MANCANO LE PAROLE. QUINDI MANCANO I PENSIERI. QUINDI MANCA LA CONSAPEVOLEZZA.
Manca ciò che oggi si indica come “capacità riflessiva” e “mentalizzazione” (e non sono capacità che si sviluppano dall’oggi al domani!).
“LE PAROLE PER DIRLO” è il titolo di un bel libro di Marie Cardinal. Ebbene, è anche di questo che hanno bisogno i giovani: di PARLARE, SAPER PARLARE e, insieme, SAPER PENSARE. Apprendere a riflettere.
Invece, ciò che noi di continuo vediamo, è un giovane che commette un reato e una famiglia attonita, sconvolta, quasi come se fosse da un’altra parte.
I vicini che dicono (anche verso gli adulti omicidi) “Era una persona così tranquilla, normale…”.
E la scuola che non vede, troppo impegnata a “fare il programma”, in aule che oggi dovrebbero essere con pochi studenti – visto il calo di natalità – e, invece, non si capisce perché, sono di 25-30 persone…
Ma cosa vuoi insegnare – non dico “educare” – se hai davanti 30 persone?

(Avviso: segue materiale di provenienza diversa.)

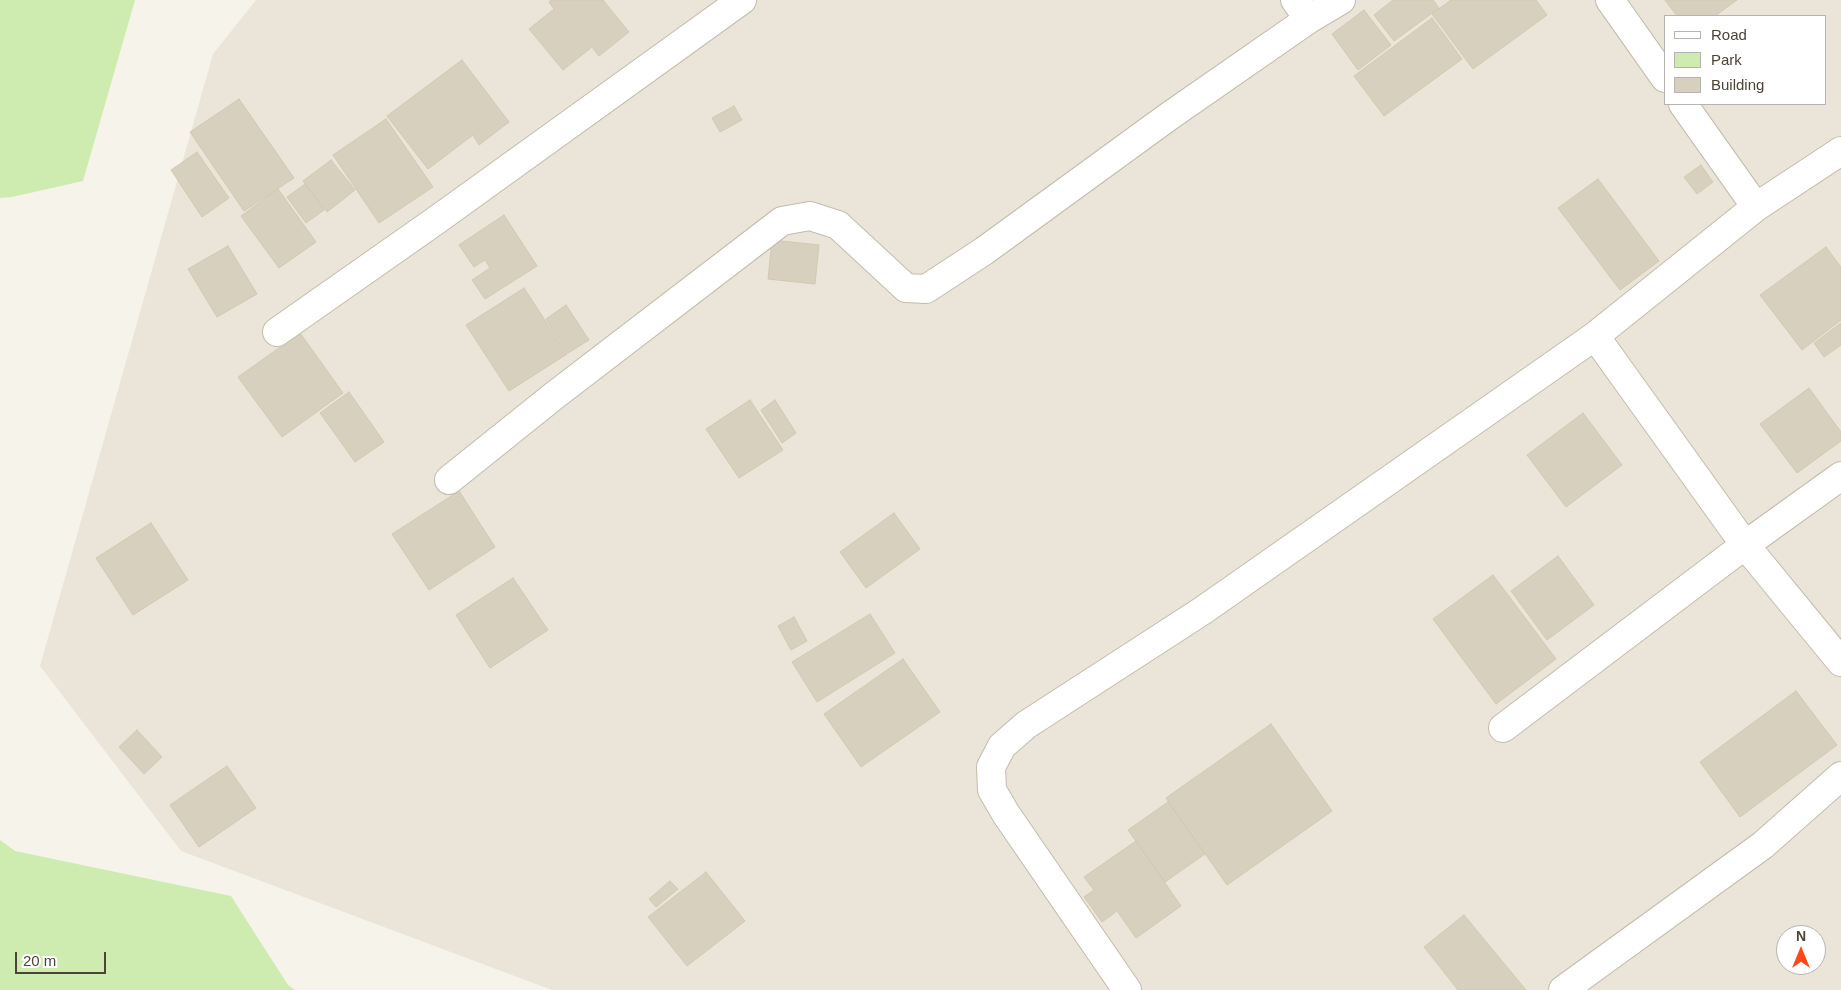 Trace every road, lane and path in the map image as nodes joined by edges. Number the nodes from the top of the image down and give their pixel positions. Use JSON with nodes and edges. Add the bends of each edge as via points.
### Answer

Nulla.
Negli anni in cui studiavo Psicologia, anni Settanta, venne tradotto in italiano un bel libro, istruttivo, valido ancora oggi, nonostante che l’autore lo avesse scritto a inizio anni Sessanta: “L’ADOLESCENZA. UNA INTERPRETAZIONE PSICOANALITICA”, di Peter Blos (una persona di rara umanità).
Qui si legge: “I meccanismi di stabilizzazione caratteristici dell’adolescenza comprendono meccanismi di difesa, di adattamento, di restituzione e di compensazione… Parecchi o tutti i meccanismi di stabilizzazione possono essere impiegati simultaneamente”.
Sono proprio questi meccanismi di stabilizzazione che, oggi, difettano a tanti adolescenti!
Dunque, è un intero sistema che andrebbe ripensato. E di corsa.
Perché ciò che accade al ragazzino, al giovane di oggi, può esitare un domani in gravi forme di angoscia o di depressione, in disturbi alimentari e dell’umore (che solo con molta fatica possono essere recuperati) in devianze comportamentali che possono condurre in prigione.
Fino a diventare, nel mondo del lavoro, soggetti intrattabili, aggressori, stalker, mobber.
Le conoscenze ci sono. Le persone competenti le abbiamo. Se i decisori si affidassero a loro, e realizzassero ciò che sappiamo, sarebbe molto.
Ma oggi, oltre alla prevenzione – visto che si è ampiamente perso tempo – si deve fare azione di recupero e cura.